Il faut rendre hommage, dans la plupart des cas, à la volonté des enseignants et plus largement de toute la communauté éducative, qui cherchent à créer un climat favorable à l’épanouissement de jeunes souvent désaxés par la vie, et qui trouvent dans l’établissement scolaire des raisons de vivre, de croire en eux-mêmes et d’édifier leur avenir.
Aujourd’hui où, notamment dans le domaine de l’éducation, les mutations pédagogiques sont particulièrement rapides, il est indispensable de revoir périodiquement la vocation originale de l’Enseignement catholique dans la nation et sa manière d’y répondre. Mais il faut le faire clans un climat de confiance et de concertation sans cultiver systématiquement le soupçon. Nous sommes en effet de ceux qui pensent que c’est une chance pour le pays et pour l’Église catholique d’avoir des établissements d’enseignement qui, sans rivalité avec l’Enseignement public, mais en complémentarité, apportent leur note originale puisée dans la Parole de Dieu et l’expérience chrétienne.
Sans doute ici ou là des dysfonctionnements existent. Des conflits de pouvoir peuvent surgir. Des organismes oublient parfois l’esprit de désintéressement qui devrait les animer au seul bénéfice des élèves. Le « caractère propre » peut être banalisé ou occulté, le climat social s’envenimer, les rapports humains se détériorer, la dimension spirituelle s’estomper. Or, il ne s’agit pas de laisser se perdre ce qui fait l’originalité de l’Enseignement catholique et qui justifie son existence et le soutien que leur apportent de nombreuses familles.

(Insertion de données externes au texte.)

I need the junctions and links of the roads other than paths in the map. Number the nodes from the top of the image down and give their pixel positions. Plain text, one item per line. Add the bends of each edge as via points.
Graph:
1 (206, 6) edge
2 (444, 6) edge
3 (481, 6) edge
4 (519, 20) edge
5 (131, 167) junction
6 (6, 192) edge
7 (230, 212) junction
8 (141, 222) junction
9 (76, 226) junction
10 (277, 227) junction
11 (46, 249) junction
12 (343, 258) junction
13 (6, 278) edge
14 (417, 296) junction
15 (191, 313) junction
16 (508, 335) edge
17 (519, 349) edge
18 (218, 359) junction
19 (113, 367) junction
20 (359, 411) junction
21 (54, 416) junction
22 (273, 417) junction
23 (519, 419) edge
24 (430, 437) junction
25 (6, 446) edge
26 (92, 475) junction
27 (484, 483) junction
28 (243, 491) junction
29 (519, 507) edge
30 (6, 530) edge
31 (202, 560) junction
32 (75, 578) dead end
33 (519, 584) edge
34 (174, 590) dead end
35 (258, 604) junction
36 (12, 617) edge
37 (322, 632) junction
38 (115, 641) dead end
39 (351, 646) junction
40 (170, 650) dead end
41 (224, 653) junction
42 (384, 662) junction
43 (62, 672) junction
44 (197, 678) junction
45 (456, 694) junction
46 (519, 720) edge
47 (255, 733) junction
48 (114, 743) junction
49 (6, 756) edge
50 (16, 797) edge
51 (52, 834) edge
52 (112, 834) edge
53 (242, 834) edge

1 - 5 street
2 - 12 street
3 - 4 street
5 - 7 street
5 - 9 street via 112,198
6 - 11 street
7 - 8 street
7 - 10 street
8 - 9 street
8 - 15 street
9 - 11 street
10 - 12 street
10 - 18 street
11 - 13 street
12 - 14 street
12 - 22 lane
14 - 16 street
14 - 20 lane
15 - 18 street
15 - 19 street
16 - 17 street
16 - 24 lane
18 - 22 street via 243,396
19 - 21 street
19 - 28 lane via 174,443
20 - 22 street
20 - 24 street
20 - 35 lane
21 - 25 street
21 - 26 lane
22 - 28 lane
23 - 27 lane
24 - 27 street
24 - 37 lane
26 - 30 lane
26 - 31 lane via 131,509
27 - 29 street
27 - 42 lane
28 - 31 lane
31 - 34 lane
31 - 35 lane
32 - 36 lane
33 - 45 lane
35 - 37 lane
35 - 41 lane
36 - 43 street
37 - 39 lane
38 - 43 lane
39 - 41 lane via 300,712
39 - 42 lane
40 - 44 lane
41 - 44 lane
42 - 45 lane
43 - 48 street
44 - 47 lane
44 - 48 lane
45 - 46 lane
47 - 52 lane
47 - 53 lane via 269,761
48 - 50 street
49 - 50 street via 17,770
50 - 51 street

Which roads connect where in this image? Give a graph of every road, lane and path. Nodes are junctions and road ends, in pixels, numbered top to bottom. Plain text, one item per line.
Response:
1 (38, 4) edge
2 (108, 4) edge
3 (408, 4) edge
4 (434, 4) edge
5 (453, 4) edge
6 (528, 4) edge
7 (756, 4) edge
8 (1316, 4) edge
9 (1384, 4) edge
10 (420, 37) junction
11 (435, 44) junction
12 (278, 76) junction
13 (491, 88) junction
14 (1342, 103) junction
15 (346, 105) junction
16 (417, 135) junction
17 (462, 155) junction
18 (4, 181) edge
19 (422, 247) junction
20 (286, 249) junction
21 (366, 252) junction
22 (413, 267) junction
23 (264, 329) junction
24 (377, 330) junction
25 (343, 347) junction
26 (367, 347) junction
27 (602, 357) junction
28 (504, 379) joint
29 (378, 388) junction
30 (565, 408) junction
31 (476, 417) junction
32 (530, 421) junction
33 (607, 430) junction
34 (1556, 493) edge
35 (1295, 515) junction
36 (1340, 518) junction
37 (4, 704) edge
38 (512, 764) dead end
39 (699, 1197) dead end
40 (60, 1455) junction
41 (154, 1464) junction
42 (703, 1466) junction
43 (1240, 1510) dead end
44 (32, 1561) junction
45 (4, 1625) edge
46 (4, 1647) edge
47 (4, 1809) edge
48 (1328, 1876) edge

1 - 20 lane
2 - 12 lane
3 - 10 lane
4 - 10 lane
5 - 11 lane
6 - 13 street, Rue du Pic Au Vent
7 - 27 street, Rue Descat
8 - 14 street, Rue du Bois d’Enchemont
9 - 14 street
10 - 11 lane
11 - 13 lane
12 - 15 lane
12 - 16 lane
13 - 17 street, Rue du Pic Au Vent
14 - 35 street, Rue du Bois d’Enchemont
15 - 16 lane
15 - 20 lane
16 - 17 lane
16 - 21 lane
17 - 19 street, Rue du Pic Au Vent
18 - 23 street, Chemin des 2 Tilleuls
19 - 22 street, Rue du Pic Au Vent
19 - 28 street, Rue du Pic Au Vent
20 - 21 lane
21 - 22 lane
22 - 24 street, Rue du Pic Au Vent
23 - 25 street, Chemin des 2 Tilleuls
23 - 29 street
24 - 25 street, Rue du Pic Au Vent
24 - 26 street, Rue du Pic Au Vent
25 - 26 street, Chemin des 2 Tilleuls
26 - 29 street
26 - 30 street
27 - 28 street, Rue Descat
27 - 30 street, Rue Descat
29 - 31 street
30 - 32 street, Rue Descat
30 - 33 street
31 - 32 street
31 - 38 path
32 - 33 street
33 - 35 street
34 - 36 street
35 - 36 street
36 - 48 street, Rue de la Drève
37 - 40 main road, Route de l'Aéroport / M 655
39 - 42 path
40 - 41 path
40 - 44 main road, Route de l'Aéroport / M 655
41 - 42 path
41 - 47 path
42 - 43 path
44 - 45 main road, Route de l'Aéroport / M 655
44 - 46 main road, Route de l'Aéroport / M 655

Il est bien évident qu’on ne petit pas accepter que l’enseignement catholique perde son âme. Par exemple, peut-on dire que l’Enseignement catholique est fidèle à ses sources et à son histoire s’il est simplement une « boîte à bac », s’il n’est pas une vraie communauté éducative, s’il n’honore pas la dimension spirituelle de l’homme, s’il n’ouvre pas à la question de Dieu et ne propose pas la foi au Christ comme sens de la vie, s’il n’est pas attentif aux plus défavorisés, s’il n’est pas accueillant à tous les jeunes sans discrimination, bref, si le climat dans lequel il s’inscrit n’est pas fondé sur les Béatitudes ?
En fait, l’Enseignement catholique connaît les problèmes de toute institution chrétienne dans le contexte d’une société pluraliste sécularisée. Et par ailleurs, il est atteint du syndrome de fragilité qui touche toutes les grandes institutions de notre pays, spécialement l’Éducation nationale. Une telle situation nécessite le courage de la foi, l’invention pédagogique, la force des convictions. Elle réclame surtout une volonté de travailler ensemble dans un climat de confiance et de sérénité.
Que l’Enseignement catholique poursuive une cure de rajeunissement déjà largement entamée, du sommet à la base, et il aura de beaux jours devant lui, du moins si toutes ses composantes n’ont qu’un seul et même souci : servir la vocation humaine et spirituelle des enfants et des jeunes.
Bernard PANAFIEU
Archevêque de Marseille
Texte publié dans L’Église aujourd’hui à Marseille du 1er février 2006.